Alternatives considered¶

Apache Arrow pyarrow.avro for Avro read/write — pyarrow lacks a stable Avro module (the experimental pyarrow.dataset.avro reader is not officially supported and was removed in recent releases). Rejected.
fastavro for Avro write fallback — a viable fallback if DuckDB's COPY TO AVRO ever regresses, but adds a second code path with subtle Arrow-→-Avro-schema mapping logic. Tabled as a fallback to wire in only if the DuckDB path fails in CI.
A custom ORC codec — multi-day scope; ORC's documented but intricate stripe/footer format does not justify reinvention when pyorc exists.

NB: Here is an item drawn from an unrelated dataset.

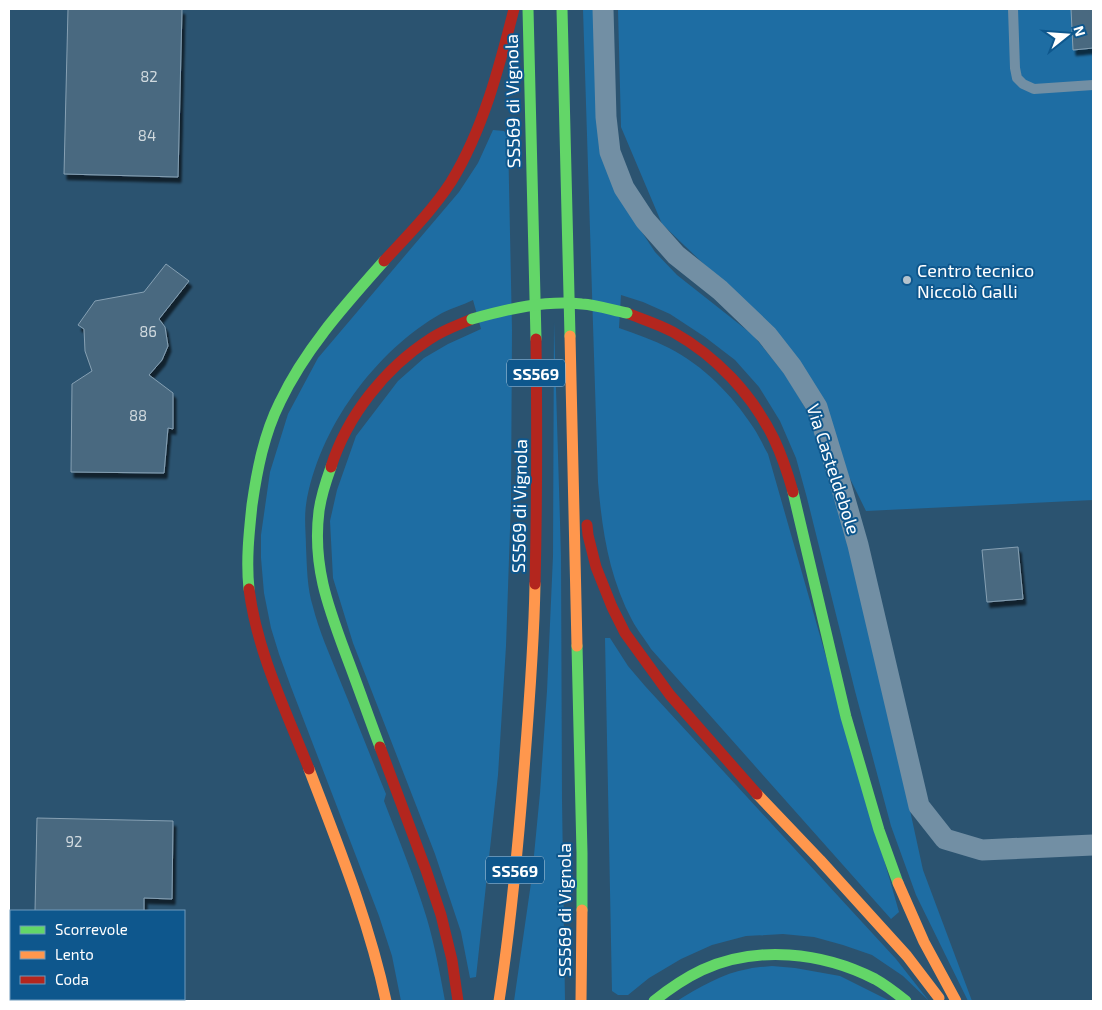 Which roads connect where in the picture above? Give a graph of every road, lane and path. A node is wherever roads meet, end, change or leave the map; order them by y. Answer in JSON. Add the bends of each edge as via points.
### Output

Routing both formats through pyarrow.dataset — pyarrow surfaces read_orc (via the pyorc package internally for ORC, or its own C++ implementation when available). Rejected for ORC because the pyarrow ORC binding is not built by default in the pyarrow wheels and would force operators to compile from source.

G2 (multipart/resumable upload endpoints) — closes the load-from-local-file path the four client libraries use by default. Independent of G1.
G3 (Storage Read Avro encoding) — extends the Storage Read API beyond Arrow. Independent.